She was an inch taller than he and stared at him in open dislike, clutching the diaphanous robe.

"You've ceased to be of any use to me, Louise. But you know far too much, and you talk too much. Your mouth will have to be stopped." There came the shock crack of his palm as he struck her across the face without any warning, sending her reeling backward. His glass cold eyes returned to the two men, the gun in his hand as steady as ever.

"Your disposal presents a pretty problem. I am an artistic man. I like things to be done with a flair. Design and attention to detail is the factor that marks the intelligent man from the moron. Strip them!"

Solo moved instinctively in rejection, and that pistol moved with him, its tunnel-like muzzle centered implacably on him. Over it Green's eyes were chill. Solo shrugged and permitted the rough hands of the seamen to wrench his clothing from him.

"That will do," Green decided, when both men were down to underpants. "Leave the clothes here. Later you will douse them with alcohol. For now, come, and pay close attention. You two, march!"

They marched, into the cool and hygienic kitchen, where white tiles and chrome made a background like an operating theater. They sat, still under orders, in two kitchen chairs, back to back. Donovan and Flanagan worked now while Ponti watched with grinning appreciation. They had found a plastic clothesline in a drawer. When they were done with it the two agents were roped and tied as securely as they had ever known in a lifetime of similar experiences. Green stood in the doorway, supervising.

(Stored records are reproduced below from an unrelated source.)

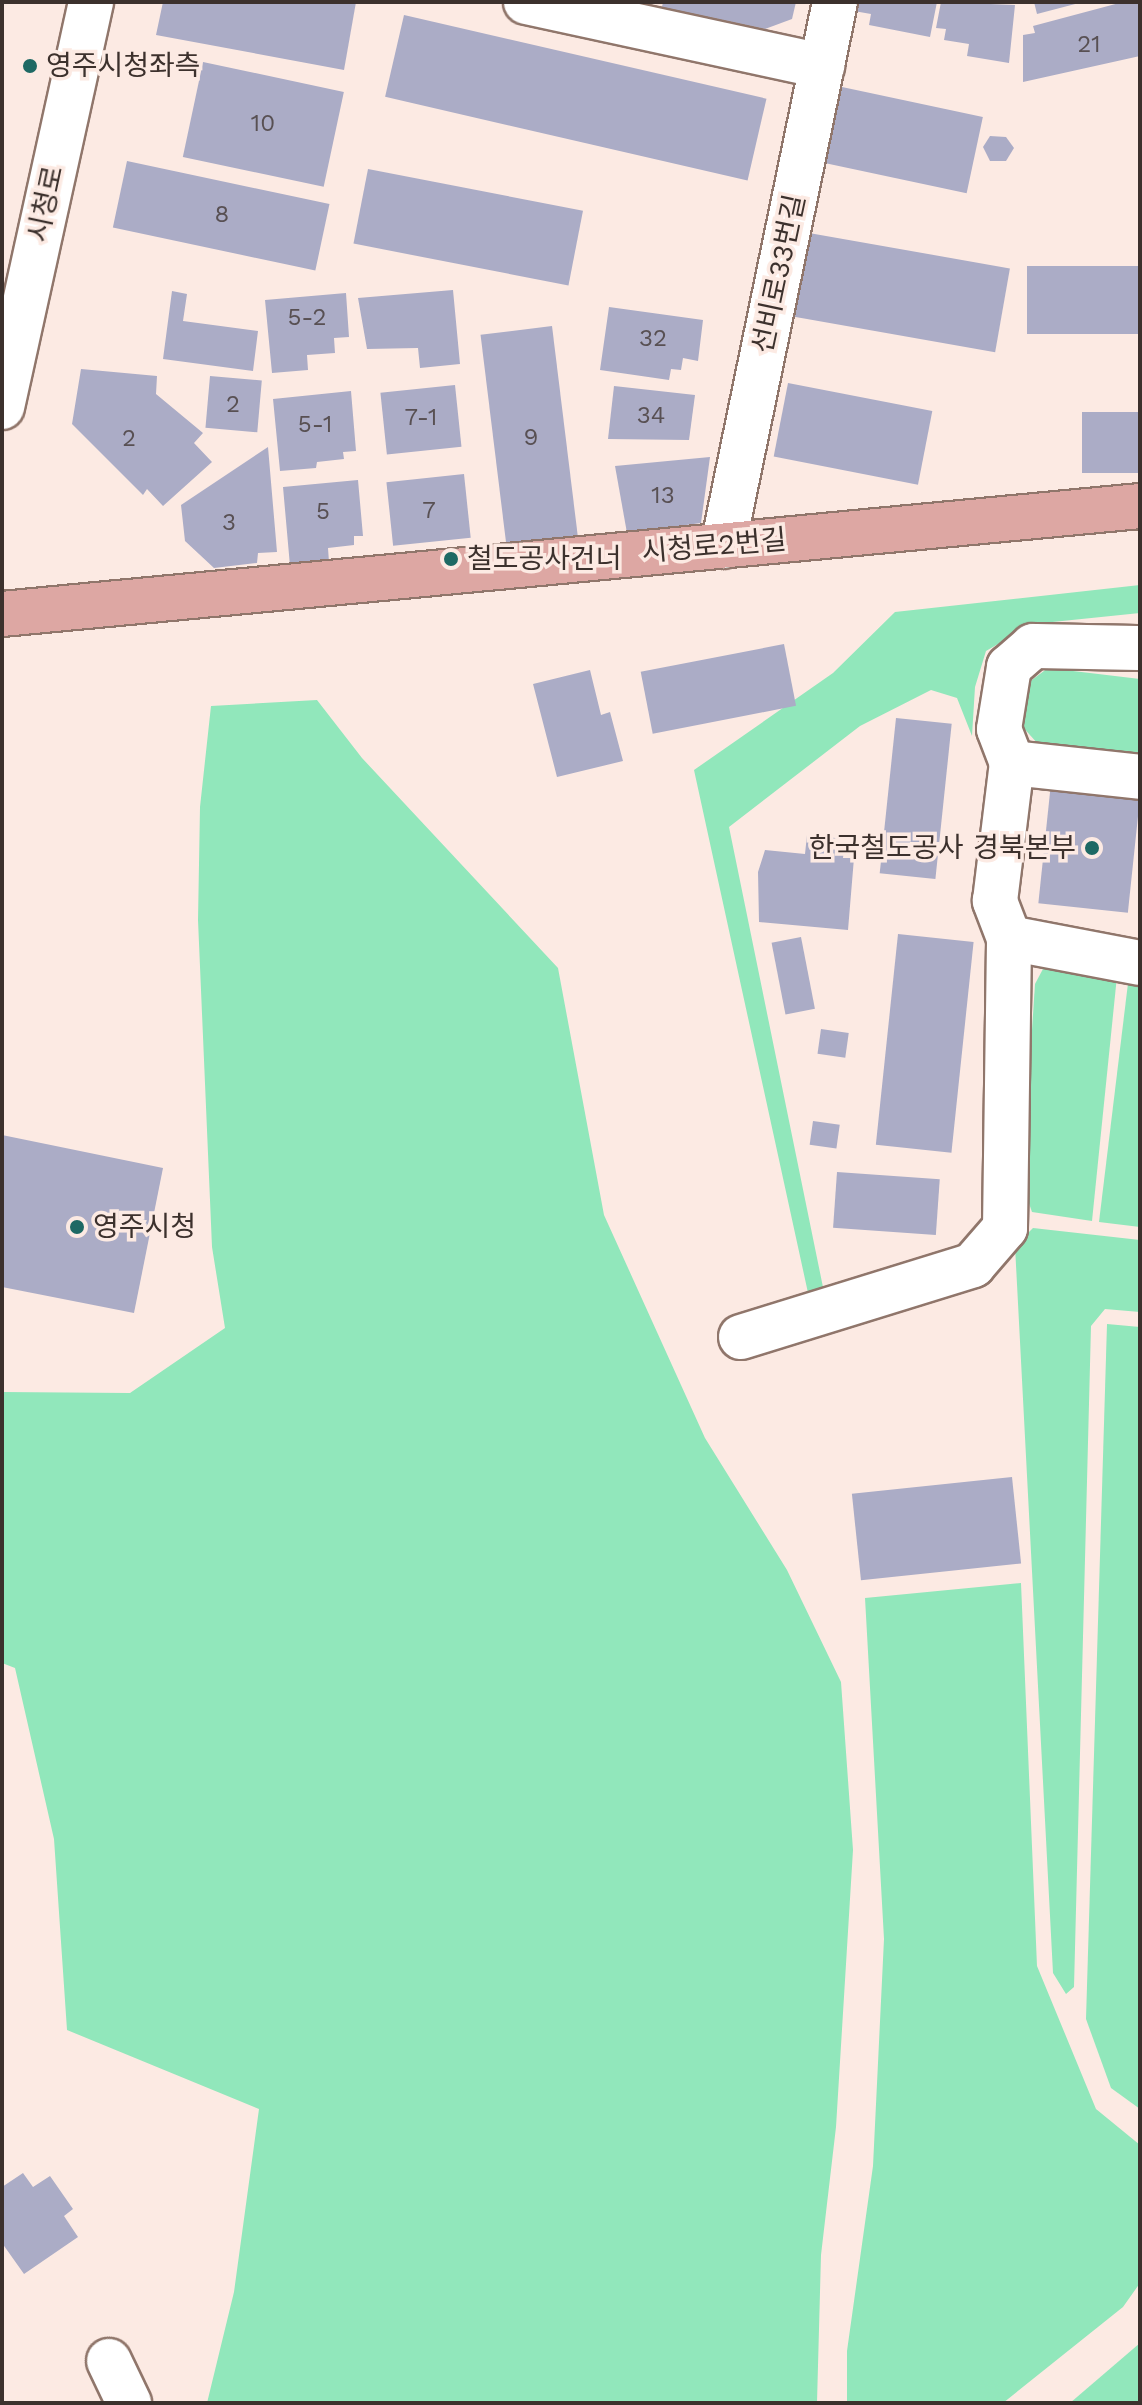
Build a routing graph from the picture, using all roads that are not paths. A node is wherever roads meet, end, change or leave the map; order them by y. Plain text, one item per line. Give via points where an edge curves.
1 (91, 2) edge
2 (526, 2) edge
3 (835, 2) edge
4 (822, 66) junction
5 (2, 407) edge
6 (1140, 506) edge
7 (723, 546) junction
8 (2, 614) edge
9 (1140, 648) edge
10 (1012, 763) junction
11 (1140, 777) edge
12 (1009, 938) junction
13 (1140, 963) edge
14 (741, 1337) dead end
15 (109, 2361) dead end
16 (129, 2403) edge

1 - 5 street, 시청로
2 - 4 street
3 - 4 street, 선비로33번길
4 - 7 street, 선비로33번길
6 - 7 main road, 시청로2번길
7 - 8 main road, 시청로2번길
9 - 10 street via 1033,646 1009,667 999,729
10 - 11 street
10 - 12 street via 995,901
12 - 13 street
12 - 14 street via 1005,1228 973,1265
15 - 16 street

"Now," he said, "pay attention. We are going to set the scene for the police to find, one they will be able to under stand. The story is this: that she telephoned them—which can be checked; that they were closeted together for some time; that they drank heavily and unwisely; they then quarreled violently, here, in that room, and in the bedroom— presumably over her. One or the other of them—it doesn't matter which—strangled her and left her on the bed…"

Miss Thompson gave a choked cry of utter unbelief and terror at this shocking statement. The two heard the sound of a blow, then a whimper.

"Keep her quiet. The rest is reasonably simple. Both men become enraged, struggle with each other, then collapse, utterly drunk. The police will find them there. Questions?"

"How we get them drunk?" Ponti demanded.

"Very simply. Whiskey. Please observe, there is a gas supply here. With the gas turned on and the door shut they will become unconscious. Later you will bring them out, untie them, pour drink over and into them, conceal the cord and flush the gas from the room. There is very little detectable difference between the stupefaction induced by gas, and intoxication. Anything else?"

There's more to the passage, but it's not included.